Когда схлынул поток скороспелых революционных рассказов, наметилось два основных пути: урбанический (городской), стремящийся к художественному оформлению рабочего класса, и деревенский, бытоописательный.
Опыт прошлого слишком велик, чтобы вновь повторять истины: жест рождает слово, слово — форму (стиль), форма предопределяет содержание. Задача писателя, заряженного определенным идеологическим содержанием, найти первооснову художественного произведения, то есть верный жест.
Вот этого как раз и нет за немногими исключениями в современной урбанической литературе: она идет не от жеста, вернее, жест взят не тот, не верный. И отсюда — неверный язык, стиль, чуждый пролетарскому читателю, сухая оголенность идеологии, общая надуманность всего произведения.
Недавно прочел деловое описание мастерской на заводе; оно начинается фразой: «Розовые пальцы рассвета обшаривали звонкую тишину токарной мастерской» и т. д. Откуда это? — подумалось мне. И вспомнил: «Фиолетовые руки на эмалевой стене полусонно чертят звуки в звонко звучной тишине» (Брюсов, девяностые годы).

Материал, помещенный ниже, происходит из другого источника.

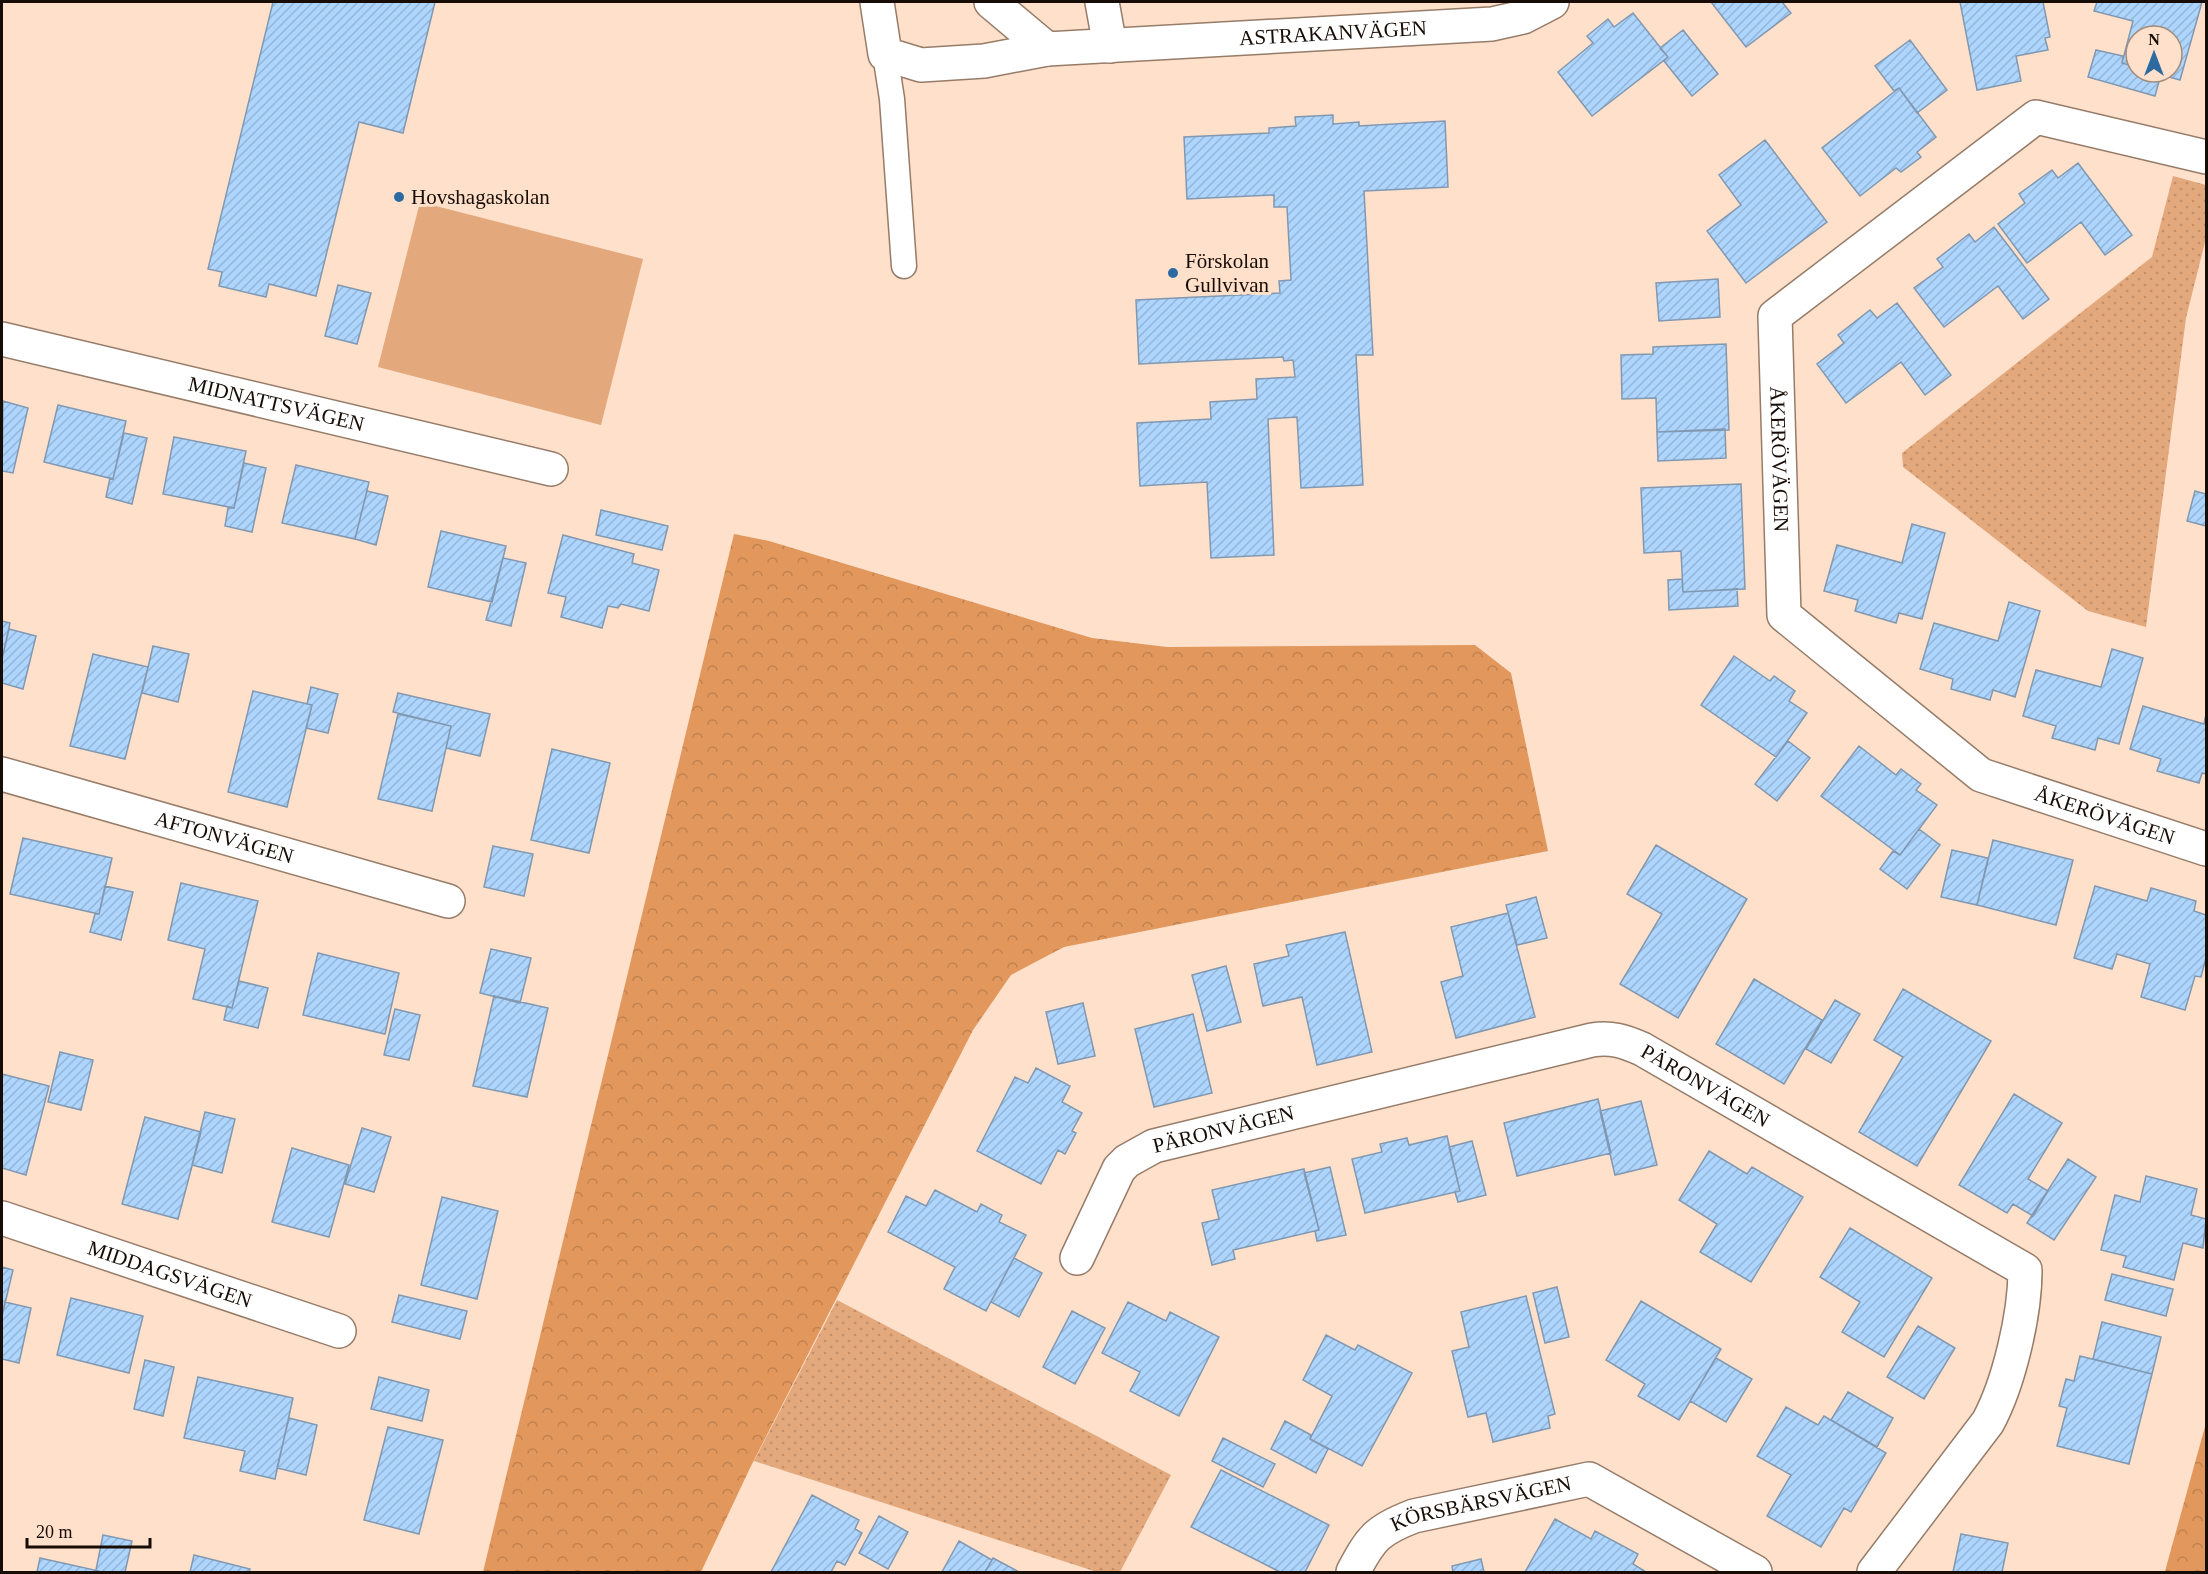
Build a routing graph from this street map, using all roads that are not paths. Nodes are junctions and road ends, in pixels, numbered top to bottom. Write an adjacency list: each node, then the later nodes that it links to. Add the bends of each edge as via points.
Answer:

Как это ни дико, — беллетристика заимствует язык у поэзии, да еще беллетристика с устремлением городским, производственным. Это все равно, как бы топить печь пламенными стихами Верхарна: — можно, но не следует.
Вместо сжатого, делового, активного, умного, живого языка, — каким он должен быть у современности, — берется орудие, не подходящее для производства. Стальной вал хотят обтачивать не резцом, а розой.

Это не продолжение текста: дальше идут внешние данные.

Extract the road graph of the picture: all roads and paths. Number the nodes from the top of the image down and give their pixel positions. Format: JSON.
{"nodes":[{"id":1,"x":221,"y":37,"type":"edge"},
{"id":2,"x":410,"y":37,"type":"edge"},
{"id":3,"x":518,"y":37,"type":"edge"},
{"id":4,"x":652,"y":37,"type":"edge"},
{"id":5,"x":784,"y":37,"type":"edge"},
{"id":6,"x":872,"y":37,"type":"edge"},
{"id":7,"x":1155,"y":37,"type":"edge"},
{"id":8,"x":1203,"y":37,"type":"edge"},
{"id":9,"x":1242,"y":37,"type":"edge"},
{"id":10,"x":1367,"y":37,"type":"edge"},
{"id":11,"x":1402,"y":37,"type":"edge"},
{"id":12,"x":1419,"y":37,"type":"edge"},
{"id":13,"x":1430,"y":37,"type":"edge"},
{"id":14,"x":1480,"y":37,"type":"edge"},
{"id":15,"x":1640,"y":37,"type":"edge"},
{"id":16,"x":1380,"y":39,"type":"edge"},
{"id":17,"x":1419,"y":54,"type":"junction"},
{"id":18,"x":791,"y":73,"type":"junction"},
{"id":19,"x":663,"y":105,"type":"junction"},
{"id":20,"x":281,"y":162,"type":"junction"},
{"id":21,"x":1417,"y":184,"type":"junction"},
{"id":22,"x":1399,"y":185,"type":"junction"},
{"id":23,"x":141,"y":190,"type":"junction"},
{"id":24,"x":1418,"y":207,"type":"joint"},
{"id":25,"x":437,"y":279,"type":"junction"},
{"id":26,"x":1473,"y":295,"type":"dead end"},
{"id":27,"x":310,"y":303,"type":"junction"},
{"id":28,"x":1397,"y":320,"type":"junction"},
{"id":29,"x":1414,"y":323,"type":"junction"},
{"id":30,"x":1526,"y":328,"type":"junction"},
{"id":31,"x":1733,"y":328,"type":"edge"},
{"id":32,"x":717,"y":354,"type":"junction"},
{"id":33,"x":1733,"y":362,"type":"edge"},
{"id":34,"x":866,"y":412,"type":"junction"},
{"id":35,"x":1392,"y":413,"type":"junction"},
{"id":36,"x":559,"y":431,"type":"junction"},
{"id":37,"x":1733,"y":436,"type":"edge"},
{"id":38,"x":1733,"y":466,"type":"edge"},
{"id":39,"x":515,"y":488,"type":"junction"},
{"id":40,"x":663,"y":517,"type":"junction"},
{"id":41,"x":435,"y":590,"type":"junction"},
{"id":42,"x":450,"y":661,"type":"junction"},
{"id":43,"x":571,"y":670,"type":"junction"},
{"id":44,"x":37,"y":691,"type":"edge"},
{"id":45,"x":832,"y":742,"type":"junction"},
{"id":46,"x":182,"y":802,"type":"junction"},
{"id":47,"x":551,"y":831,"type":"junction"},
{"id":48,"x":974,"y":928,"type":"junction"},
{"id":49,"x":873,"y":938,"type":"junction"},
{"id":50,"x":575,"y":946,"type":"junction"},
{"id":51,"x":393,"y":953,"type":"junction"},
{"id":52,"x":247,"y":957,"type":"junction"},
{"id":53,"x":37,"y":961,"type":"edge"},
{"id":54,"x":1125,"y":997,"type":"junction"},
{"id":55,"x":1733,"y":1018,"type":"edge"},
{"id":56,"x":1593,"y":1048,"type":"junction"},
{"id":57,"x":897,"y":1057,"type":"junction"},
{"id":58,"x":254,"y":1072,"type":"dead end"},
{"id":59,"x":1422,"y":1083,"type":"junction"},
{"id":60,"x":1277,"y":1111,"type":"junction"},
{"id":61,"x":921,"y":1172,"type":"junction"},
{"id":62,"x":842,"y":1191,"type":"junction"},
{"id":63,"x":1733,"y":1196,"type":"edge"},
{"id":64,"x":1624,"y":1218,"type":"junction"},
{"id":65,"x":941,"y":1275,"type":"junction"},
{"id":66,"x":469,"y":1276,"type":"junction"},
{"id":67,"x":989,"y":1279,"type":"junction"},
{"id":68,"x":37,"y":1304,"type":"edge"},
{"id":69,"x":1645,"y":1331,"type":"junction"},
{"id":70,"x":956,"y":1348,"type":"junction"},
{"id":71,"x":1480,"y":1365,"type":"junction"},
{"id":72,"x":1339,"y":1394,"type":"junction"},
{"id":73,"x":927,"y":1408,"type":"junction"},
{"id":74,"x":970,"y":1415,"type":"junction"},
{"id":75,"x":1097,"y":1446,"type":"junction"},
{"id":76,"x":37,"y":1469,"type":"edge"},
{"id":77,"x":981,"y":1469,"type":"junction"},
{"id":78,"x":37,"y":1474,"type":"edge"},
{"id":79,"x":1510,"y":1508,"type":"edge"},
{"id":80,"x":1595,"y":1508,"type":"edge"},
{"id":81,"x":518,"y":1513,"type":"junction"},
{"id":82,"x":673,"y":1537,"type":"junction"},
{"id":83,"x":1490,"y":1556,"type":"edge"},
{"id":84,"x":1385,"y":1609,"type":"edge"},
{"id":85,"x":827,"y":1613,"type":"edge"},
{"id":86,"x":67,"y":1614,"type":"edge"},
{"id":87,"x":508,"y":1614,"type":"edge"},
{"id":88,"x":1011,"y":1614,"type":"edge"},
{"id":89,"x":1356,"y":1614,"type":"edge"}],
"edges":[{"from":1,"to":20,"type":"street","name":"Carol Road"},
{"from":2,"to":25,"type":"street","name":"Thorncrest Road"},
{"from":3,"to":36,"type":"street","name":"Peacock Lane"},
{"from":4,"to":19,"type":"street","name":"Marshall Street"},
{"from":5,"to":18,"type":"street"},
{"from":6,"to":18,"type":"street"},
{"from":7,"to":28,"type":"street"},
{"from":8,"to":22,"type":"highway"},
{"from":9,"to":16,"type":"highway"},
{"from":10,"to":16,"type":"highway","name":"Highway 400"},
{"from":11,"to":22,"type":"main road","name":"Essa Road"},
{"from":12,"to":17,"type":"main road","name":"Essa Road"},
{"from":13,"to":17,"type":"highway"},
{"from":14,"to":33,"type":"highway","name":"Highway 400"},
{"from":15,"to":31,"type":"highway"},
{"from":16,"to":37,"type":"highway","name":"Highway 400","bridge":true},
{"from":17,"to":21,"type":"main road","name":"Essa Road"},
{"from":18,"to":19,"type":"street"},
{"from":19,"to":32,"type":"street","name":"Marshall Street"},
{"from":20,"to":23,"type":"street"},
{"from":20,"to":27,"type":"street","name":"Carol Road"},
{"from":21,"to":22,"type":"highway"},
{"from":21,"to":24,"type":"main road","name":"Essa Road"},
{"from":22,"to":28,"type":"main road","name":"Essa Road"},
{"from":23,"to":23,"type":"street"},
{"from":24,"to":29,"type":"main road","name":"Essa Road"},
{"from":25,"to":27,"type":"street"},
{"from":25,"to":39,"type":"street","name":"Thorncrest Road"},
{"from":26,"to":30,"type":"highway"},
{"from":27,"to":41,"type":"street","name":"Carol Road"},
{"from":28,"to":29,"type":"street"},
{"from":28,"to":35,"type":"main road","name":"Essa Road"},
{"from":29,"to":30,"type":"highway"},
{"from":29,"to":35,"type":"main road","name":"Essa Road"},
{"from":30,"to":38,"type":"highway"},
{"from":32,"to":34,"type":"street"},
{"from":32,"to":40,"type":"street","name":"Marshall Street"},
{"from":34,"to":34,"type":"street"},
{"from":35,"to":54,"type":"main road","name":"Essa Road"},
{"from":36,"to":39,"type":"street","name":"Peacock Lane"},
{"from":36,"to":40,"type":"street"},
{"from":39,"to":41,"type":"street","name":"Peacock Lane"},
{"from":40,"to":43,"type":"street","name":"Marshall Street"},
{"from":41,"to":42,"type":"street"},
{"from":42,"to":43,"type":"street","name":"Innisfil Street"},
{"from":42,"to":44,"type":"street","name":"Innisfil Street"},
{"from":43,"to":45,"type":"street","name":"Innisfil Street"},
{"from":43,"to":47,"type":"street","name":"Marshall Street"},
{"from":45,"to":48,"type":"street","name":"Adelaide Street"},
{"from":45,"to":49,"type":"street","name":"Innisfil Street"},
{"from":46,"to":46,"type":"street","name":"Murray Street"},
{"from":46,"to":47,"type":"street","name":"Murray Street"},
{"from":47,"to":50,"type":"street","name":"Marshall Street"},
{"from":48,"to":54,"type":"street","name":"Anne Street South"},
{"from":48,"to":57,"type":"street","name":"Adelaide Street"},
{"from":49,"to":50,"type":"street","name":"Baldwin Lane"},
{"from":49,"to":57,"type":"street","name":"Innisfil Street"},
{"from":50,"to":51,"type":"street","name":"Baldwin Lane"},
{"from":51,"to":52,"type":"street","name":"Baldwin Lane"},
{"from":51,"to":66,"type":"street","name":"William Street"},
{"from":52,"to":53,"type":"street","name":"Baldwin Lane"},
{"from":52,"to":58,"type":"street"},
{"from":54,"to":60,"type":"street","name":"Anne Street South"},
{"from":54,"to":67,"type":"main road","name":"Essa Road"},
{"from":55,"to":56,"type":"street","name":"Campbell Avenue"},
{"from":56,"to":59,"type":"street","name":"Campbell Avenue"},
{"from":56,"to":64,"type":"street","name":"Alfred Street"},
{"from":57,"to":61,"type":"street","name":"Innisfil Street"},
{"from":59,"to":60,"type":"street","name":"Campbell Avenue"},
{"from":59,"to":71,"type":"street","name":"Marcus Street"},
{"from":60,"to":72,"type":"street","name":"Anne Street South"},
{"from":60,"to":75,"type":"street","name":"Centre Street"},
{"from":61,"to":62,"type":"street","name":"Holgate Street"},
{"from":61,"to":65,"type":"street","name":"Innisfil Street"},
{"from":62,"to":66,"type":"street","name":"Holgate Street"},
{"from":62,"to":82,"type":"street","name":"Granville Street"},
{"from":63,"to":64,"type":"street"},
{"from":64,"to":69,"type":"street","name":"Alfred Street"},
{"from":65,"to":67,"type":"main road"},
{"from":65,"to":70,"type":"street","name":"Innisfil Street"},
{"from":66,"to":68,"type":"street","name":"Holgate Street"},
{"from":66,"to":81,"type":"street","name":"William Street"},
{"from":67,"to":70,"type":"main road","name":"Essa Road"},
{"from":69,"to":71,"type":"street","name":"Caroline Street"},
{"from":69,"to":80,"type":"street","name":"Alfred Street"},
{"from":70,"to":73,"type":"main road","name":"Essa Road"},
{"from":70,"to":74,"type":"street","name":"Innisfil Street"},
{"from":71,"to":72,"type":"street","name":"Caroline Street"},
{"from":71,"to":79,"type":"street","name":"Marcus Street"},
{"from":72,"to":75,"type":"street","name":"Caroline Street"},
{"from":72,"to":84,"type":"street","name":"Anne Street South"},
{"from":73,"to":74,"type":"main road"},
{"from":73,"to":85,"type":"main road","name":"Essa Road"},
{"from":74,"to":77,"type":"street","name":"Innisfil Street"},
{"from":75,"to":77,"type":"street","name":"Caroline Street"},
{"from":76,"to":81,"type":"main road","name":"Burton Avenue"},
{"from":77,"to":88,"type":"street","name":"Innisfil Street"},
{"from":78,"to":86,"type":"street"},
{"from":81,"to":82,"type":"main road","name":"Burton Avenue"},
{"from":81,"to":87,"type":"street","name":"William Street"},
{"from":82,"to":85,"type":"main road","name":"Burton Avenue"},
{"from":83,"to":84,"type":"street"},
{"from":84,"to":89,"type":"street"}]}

Лучше обстоит дело с деревенской литературой. Там есть такие мастера, как Пришвин, Шишков, Чапыгин, Соколов-Микитов. Очертания быта рельефнее и проще, чем в городе; заметнее контрасты и границы между новым и старым бытом; язык богаче, и нет оторванности между предметом и его словом.
Читатель в нашей крестьянской стране — пока что еще город. Деревня еще не читает художественной прозы. Деревенская литература пишется для города, и отсюда преобладание в ней описательной формы, ознакомительной. Деревенского романа еще нет. Он появится, когда появится коренной деревенский читатель литературы.

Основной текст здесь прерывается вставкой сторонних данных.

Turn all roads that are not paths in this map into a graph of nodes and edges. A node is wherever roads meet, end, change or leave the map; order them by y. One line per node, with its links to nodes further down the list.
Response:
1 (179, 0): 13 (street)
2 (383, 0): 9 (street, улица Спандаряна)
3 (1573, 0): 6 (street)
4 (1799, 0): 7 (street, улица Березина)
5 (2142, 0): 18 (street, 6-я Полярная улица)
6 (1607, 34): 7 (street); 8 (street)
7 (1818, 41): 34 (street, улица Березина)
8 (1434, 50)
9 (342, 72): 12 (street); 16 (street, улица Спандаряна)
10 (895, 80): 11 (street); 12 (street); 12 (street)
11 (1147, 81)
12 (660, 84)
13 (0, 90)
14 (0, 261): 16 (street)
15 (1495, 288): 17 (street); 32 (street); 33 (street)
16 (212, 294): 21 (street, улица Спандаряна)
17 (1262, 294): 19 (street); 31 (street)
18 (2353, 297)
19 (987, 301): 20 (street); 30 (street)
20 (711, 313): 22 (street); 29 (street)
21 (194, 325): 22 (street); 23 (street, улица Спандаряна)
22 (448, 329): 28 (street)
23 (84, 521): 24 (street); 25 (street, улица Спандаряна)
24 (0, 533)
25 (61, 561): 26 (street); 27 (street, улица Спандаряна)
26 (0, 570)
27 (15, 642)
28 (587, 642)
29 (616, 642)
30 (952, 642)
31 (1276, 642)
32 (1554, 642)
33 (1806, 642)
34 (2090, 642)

Два слова о революционной литературе. Невозможен более, непереносим какой-то — прочно установившийся — патологически половой подход к Революции, — «нутряной». Сокровищ Революции нельзя более разворовывать… Теплушки, вши, самогон, судорожное курение папирос, бабы, матерщина и прочее, и прочее, — все это было. Но это еще не революция. Это явления на ее поверхности, как багровые пятна и вздутые жилы на лице разгневанного человека.
Было бы плохо для писателя, если бы он стал описывать только красные пятна и вздутые жилы и стал бы уверять, что это и есть вся сущность разгневанного человека. А между тем, — увы, — это очень часто делается. Революцию одним «нутром» не понять и не охватить. Время начать изучать Революцию, — художнику стать историком и мыслителем. Задача огромная, — что и говорить, на ней много народа сорвется, быть может, — но другой задачи у нас и быть не может, когда перед глазами, перед лицом — громада Революции, застилающая небо.
Отдельно, как на образцовые примеры художественной прозы, могу указать на фельетоны Ларисы Рейснер и Зинаиды Рихтер (о Китае).
Погиб величайший поэт…
Он ушел от деревни, но не пришел к городу. Последние годы его жизни были расточением его гения. Он расточал себя.
Его поэзия есть как бы разбрасывание обеими пригоршнями сокровищ его души.
Писатель — критик — читатель
Есть люди, которые отрицают значение и смысл критики. В этом есть доля истины, потому что критика часто становится между писателем и читателем и уничтожает ту непосредственную связь восприятия искусства, которая есть самое ценное в искусстве. Писатель от читателя должен быть только на расстоянии руки, держащей книжку. Но критика существует и будет существовать. Будем искать в ней не вреда, но пользы.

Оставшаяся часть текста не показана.